Using Teleseismic P-Wave Arrivals to Calibrate the Clock Drift of Autonomous Underwater Hydrophones
Abstract
Networks of Autonomous Underwater Hydrophones (AUHs) are successfully employed for monitoring the low-level seismicity of mid-oceanic ridges by detecting hydroacoustic phases known as T-waves. For a precise localization of a seismic event from T-wave arrival times, all AUHs must be synchronized. To this effect, at the beginning of the experiment all instrument clocks are set to GPS time, which serves as a common reference. However, during the experiment the instrument clock often deviates from GPS time, and since the amount of deviation differs from one instrument to another, the synchronization of the AUHs deteriorates as the experiment progresses in time. Just after the instrument recovery, the time difference (called "skew") between the instrument and the GPS clocks is measured. Assuming that the skew varies linearly with time, the correction of a time series for the clock drift is a straightforward procedure.
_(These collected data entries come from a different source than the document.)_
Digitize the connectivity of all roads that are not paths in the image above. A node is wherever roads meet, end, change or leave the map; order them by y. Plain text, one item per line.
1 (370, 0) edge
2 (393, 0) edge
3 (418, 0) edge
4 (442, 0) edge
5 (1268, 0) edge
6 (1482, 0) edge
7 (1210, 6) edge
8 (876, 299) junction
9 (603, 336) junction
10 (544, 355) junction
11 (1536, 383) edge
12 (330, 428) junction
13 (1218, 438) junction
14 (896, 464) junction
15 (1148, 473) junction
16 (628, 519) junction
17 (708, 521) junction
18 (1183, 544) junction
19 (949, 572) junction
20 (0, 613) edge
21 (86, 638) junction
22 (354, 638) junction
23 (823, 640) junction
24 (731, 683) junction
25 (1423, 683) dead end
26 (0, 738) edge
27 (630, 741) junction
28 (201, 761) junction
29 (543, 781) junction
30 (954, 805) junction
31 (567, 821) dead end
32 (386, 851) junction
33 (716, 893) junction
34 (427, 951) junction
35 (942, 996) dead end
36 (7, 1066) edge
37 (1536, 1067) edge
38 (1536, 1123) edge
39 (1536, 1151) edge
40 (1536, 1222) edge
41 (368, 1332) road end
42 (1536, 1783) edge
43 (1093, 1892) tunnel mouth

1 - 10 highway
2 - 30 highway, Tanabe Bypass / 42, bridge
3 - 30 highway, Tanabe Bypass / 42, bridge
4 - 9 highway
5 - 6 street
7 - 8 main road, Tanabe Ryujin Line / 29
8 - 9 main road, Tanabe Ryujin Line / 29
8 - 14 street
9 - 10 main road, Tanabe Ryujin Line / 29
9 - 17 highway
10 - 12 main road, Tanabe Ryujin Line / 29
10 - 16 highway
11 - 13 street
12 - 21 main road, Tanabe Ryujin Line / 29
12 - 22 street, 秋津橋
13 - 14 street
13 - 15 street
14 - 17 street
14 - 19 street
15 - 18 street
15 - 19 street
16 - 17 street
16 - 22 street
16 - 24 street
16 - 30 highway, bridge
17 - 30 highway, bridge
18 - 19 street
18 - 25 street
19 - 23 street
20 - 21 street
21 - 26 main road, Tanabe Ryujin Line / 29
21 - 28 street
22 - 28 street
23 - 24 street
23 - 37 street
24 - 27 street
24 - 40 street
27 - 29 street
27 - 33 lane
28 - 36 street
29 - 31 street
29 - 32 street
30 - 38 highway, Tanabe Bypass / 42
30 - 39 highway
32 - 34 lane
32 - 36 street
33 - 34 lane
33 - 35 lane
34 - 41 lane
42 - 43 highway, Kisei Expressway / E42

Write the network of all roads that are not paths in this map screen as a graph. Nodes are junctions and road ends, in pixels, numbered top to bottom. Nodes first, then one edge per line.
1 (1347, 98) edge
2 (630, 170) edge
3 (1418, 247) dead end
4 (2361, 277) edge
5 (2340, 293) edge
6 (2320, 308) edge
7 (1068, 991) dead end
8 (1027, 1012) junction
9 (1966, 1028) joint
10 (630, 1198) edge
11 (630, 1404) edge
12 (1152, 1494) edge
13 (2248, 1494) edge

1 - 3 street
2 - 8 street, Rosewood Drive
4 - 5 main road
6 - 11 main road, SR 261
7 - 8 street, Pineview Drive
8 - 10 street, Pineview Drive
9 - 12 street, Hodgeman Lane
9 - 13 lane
When the final skew cannot be determined, correcting for the clock drift is not possible and any event localization becomes problematic. In this paper, we demonstrate that the clock drift rate (assumed to be time-independent) can be successfully estimated from arrival times of teleseismic P-waves, commonly recorded by AUHs. Using a ray-tracing code, and accounting for the uncertainties in event hypocenter locations, origin times and the Earth seismic-velocity model, confidence intervals of the estimated drift rates are deduced. The validity of the approach is tested on data from two AUHs with known clock-drifts. Our results show that a reliable estimation is possible for skews as small as 4 s per two years (corresponding to a drift rate of about 5.5 ms • day −1). This method can also be applied to correct data of other recording instruments subject to internal-clock drift, such as ocean bottom seismometers, when the skew is unknown.